When you know you’re weakness; you are vulnerable to God’s Grace.
I was confident that I will no longer cry or at least not feel guilty for I have been hearing this message for the past week. I was wrong. The moment the worship during ministry time started, I cried like crazy. Mixed emotions. I didn’t know where the tears came from. Why there’s so much fear in my heart that time.
Earlier, one of the speaker said this; “where God guides, He provides”. So there, I figured out one of the reasons why I was scared and crying. I know I just said Yes to a different level of service; and it scares me when it finally sinked in. The ball is now on me and I have to play my best because I know they are counting on me. Just when I am comfortable being assistant, God called me to level up.
Some may say it’s easy as dancing has been my core gift and my passion. But being a ministry head is a whole new story. Just when you have issues with yourself and in all areas of your life. When you are trying to ask God if He wants you to pursue a career outside the country; when you are trying to discern your state of life and what this year will bring to you. God drops the bomb and calls you to lead.
Whoa! Lord you really are a God of surprises. I know I prayed for level up in my service but I didn’t see it coming this early. But just like the phrase I mentioned earlier. I know where You have guided me; You will provide. You will provide the time and the courage to give up something if I needed to. To get out of my comfort zone and make that BIG stretch in me.
Then I remember what my CG Head and friend said once; “I will just go where God summons me”. Short yet powerful statement. And I never forget that statement until now. So Yes Lord I am doing it afraid.
I am afraid because I love you and all those you are putting under my care. I don’t wanna fail in loving them because of my weakness. But this special talk opened my eyes and my heart to the shocking reality.

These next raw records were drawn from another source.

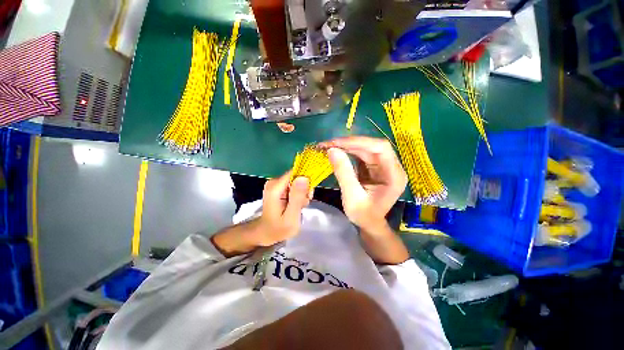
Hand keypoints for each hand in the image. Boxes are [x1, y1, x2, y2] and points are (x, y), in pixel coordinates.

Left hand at [257, 172, 311, 245]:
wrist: (266, 233)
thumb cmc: (278, 229)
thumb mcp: (291, 217)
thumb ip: (297, 197)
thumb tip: (304, 177)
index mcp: (275, 188)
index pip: (295, 173)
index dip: (305, 182)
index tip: (308, 195)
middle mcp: (274, 182)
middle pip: (296, 177)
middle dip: (304, 189)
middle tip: (304, 203)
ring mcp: (276, 184)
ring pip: (296, 181)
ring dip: (302, 193)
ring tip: (299, 206)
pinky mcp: (278, 187)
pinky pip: (294, 185)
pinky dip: (298, 194)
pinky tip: (296, 204)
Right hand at [320, 136, 407, 230]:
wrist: (368, 223)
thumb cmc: (363, 215)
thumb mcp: (352, 197)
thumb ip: (343, 173)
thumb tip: (332, 150)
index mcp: (394, 175)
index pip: (380, 148)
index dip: (359, 142)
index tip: (337, 143)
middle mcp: (392, 167)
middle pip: (372, 146)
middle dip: (349, 143)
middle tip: (328, 144)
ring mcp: (383, 166)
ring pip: (365, 148)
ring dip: (347, 146)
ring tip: (329, 146)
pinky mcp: (374, 167)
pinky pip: (361, 154)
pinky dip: (348, 152)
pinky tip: (337, 152)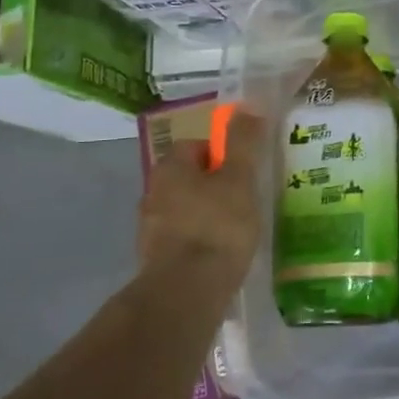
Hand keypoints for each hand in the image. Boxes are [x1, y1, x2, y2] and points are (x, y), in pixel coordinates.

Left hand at [137, 110, 269, 301]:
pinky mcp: (154, 260)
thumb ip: (243, 142)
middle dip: (212, 184)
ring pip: (182, 209)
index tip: (243, 170)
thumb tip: (248, 106)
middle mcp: (152, 193)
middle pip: (186, 178)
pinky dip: (198, 241)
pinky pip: (181, 239)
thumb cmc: (218, 225)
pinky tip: (218, 255)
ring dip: (204, 214)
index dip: (221, 154)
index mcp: (169, 168)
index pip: (194, 146)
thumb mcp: (239, 178)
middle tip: (243, 198)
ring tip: (235, 229)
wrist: (187, 292)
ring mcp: (149, 229)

My weakness will give birth to perfection. Because as I acknowledge my weaknesses; I am making myself vulnerable to your grace O God. Your grace which I don’t even have to ask and I don’t deserve because of my sinfulness. But your love never fails and is never gonna give up on me. So here Lord bless me, use me and my woundedness…may my broken heart and spirit be used to minister and bless others.
Lord make me see my real purpose and to follow your will. Make my heart be bold enough to love amidst all the pain and the uncertainty. May I realize that it’s not about me but about your goodness Oh God.

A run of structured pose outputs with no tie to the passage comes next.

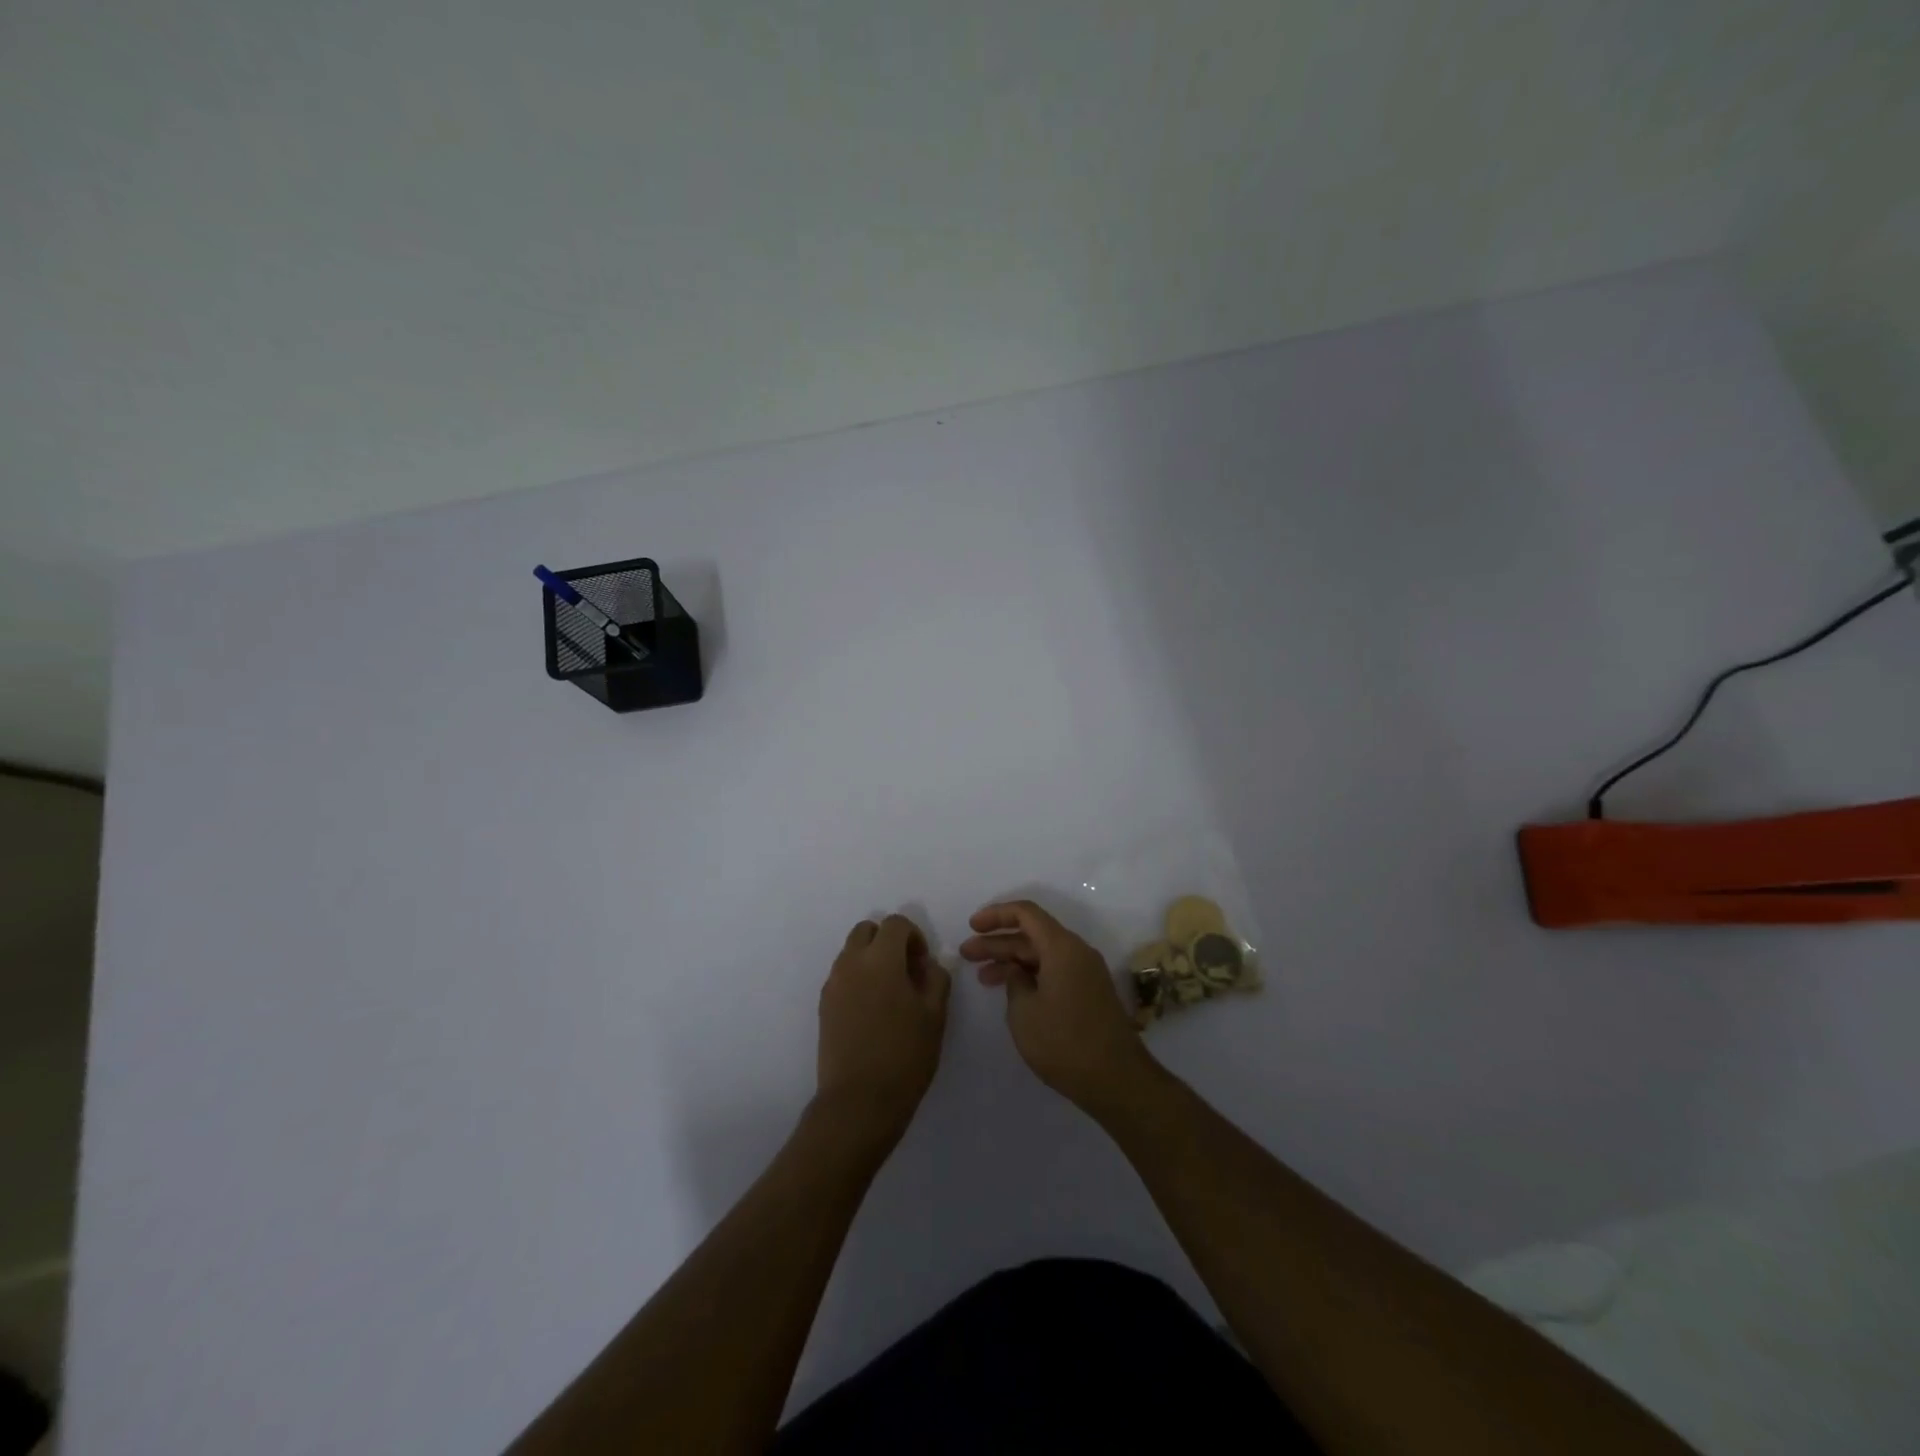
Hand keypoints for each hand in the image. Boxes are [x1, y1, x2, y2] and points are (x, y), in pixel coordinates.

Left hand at [816, 915, 951, 1145]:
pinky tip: (873, 1012)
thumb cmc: (904, 1055)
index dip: (914, 936)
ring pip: (851, 952)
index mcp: (880, 958)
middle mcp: (851, 963)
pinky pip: (842, 976)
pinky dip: (858, 979)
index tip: (923, 965)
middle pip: (867, 930)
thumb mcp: (935, 1015)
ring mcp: (833, 984)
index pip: (895, 923)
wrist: (858, 1101)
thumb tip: (927, 964)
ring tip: (890, 995)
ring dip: (871, 959)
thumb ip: (936, 978)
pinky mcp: (823, 1005)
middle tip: (906, 972)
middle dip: (888, 941)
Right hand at [961, 900, 1154, 1112]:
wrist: (1117, 1079)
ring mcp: (1086, 973)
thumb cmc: (1064, 1042)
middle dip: (998, 942)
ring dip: (1012, 961)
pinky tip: (1011, 991)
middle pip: (1032, 934)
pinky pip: (1054, 971)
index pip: (1026, 913)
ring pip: (1042, 955)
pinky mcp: (1089, 993)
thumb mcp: (1024, 1011)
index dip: (996, 915)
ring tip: (982, 976)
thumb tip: (1017, 972)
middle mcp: (1077, 952)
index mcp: (1062, 947)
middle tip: (967, 953)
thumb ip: (1014, 982)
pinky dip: (1030, 975)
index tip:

I surrender to you now whatever fear and doubts I have in myself. Yes I may do it differently but that doesn’t mean I can’t do it for your greater glory.
Just like what a good friend shared through a song:
“Invading all my weakness
You wrapped me up in grace
The worst of me succeeded by the best of You”
Lord I know I’m weak but you continually wrapped me in Your grace and allow me to claim victory for you. I’ll make this my mantra as well..The worst of me succeeded by the best of You. After all, it’s all about You Lord and not me. AMEN.